Start of Data extracts

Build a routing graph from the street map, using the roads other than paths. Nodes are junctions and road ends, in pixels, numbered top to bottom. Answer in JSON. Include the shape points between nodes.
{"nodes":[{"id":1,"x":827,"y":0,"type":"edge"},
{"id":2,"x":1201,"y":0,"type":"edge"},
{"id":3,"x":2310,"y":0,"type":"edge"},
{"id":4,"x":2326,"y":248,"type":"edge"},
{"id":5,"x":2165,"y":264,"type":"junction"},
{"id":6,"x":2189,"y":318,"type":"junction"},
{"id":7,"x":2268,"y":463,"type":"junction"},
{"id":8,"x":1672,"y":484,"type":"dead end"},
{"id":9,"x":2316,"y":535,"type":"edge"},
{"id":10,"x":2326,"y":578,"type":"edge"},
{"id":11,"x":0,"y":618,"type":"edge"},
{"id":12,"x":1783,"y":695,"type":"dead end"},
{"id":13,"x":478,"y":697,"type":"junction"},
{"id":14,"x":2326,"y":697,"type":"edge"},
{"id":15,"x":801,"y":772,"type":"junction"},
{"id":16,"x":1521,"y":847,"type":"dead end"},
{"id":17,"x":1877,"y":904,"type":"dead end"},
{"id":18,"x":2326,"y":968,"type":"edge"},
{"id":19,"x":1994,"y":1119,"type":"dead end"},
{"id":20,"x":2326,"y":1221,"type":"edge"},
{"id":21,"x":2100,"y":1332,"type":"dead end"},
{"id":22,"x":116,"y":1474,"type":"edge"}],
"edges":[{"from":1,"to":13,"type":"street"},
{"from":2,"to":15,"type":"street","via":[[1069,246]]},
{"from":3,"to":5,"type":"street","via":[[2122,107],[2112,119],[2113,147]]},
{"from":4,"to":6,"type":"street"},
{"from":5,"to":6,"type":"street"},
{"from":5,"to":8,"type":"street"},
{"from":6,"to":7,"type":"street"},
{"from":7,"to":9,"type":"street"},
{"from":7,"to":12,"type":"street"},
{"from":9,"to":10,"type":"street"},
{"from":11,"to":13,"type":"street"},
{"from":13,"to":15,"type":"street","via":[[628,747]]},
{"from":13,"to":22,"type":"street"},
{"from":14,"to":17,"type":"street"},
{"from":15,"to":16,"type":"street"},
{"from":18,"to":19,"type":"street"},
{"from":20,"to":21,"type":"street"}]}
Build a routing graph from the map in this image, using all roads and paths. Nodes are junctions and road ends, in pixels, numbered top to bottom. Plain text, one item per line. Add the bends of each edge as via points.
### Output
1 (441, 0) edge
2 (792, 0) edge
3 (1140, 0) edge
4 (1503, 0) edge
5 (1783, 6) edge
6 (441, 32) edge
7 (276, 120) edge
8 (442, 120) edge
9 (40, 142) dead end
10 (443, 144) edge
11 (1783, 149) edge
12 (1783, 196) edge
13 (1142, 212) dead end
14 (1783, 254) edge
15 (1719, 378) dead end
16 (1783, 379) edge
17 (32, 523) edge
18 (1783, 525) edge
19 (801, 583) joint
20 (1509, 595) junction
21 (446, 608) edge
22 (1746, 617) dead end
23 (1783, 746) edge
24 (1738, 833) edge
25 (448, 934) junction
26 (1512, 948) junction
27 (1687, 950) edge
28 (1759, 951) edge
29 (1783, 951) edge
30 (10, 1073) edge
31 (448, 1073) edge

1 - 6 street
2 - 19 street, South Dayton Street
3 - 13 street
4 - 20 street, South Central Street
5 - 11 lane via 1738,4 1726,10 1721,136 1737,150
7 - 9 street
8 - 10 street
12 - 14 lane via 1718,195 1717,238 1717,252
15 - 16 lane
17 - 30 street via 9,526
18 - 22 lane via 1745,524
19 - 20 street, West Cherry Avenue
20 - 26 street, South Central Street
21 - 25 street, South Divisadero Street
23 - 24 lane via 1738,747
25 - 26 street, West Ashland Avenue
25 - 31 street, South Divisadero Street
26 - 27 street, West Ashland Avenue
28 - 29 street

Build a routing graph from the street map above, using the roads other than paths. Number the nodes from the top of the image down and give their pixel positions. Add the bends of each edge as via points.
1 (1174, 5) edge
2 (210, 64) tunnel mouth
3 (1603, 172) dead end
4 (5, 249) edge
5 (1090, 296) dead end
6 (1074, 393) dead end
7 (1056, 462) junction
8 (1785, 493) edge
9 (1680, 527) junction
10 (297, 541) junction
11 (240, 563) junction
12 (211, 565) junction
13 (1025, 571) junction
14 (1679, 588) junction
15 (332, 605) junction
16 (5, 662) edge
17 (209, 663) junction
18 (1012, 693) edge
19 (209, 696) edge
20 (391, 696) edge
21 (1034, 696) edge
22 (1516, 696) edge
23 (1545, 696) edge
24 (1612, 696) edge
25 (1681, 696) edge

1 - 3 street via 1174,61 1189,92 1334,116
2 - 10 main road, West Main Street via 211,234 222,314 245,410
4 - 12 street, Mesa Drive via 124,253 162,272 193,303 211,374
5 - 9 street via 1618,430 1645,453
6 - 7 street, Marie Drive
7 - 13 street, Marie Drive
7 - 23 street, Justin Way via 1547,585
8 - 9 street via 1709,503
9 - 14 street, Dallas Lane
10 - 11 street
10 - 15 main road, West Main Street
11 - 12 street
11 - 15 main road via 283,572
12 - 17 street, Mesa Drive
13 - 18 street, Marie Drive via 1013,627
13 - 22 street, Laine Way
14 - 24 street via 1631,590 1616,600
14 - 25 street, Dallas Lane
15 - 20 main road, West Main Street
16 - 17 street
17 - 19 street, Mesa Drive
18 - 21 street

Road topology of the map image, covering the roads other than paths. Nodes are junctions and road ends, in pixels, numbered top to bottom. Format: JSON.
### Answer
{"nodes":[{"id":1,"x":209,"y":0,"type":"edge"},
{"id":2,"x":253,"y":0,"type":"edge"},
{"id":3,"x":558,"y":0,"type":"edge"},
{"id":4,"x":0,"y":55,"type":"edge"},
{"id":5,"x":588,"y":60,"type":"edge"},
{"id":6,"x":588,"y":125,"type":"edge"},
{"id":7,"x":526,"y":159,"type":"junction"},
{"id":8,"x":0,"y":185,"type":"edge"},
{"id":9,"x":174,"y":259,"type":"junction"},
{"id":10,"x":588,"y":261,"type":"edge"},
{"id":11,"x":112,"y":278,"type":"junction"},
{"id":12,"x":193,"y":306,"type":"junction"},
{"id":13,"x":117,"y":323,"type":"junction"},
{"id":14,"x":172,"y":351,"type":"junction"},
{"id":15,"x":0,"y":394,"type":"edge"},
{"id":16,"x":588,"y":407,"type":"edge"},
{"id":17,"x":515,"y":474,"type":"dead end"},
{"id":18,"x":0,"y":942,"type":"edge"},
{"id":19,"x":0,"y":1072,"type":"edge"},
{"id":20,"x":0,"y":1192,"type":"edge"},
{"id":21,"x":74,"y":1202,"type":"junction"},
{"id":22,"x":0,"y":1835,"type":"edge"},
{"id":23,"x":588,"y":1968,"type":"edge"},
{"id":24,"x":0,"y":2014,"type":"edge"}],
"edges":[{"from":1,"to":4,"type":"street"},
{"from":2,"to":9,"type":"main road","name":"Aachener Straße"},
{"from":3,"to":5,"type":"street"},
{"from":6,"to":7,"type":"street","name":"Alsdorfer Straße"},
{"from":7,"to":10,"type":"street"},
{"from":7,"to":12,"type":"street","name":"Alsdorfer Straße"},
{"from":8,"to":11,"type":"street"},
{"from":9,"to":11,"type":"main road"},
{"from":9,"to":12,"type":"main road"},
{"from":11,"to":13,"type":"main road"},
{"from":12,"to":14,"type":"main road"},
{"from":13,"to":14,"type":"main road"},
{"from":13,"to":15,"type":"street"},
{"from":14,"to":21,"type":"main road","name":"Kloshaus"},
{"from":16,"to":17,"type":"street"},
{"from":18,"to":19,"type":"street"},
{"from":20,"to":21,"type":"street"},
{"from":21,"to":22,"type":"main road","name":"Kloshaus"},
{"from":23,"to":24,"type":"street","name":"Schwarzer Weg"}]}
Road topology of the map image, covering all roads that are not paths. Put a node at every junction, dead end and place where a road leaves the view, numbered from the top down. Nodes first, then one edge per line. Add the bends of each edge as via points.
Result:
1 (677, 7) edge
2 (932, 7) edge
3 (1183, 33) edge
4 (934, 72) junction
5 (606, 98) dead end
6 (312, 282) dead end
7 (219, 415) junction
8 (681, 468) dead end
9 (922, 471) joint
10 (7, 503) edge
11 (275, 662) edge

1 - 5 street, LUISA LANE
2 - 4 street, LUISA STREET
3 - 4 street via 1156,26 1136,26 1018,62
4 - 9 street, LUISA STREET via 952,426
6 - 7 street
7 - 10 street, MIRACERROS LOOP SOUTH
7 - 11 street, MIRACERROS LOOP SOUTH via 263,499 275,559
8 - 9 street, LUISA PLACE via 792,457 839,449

End of Data extracts

List all lines above in which the string "bottom" appears.

[Result of the task]
Build a routing graph from the street map, using the roads other than paths. Nodes are junctions and road ends, in pixels, numbered top to bottom. Answer in JSON. Include the shape points between nodes.
Build a routing graph from the map in this image, using all roads and paths. Nodes are junctions and road ends, in pixels, numbered top to bottom. Plain text, one item per line. Add the bends of each edge as via points.
Road topology of the map image, covering the roads other than paths. Nodes are junctions and road ends, in pixels, numbered top to bottom. Format: JSON.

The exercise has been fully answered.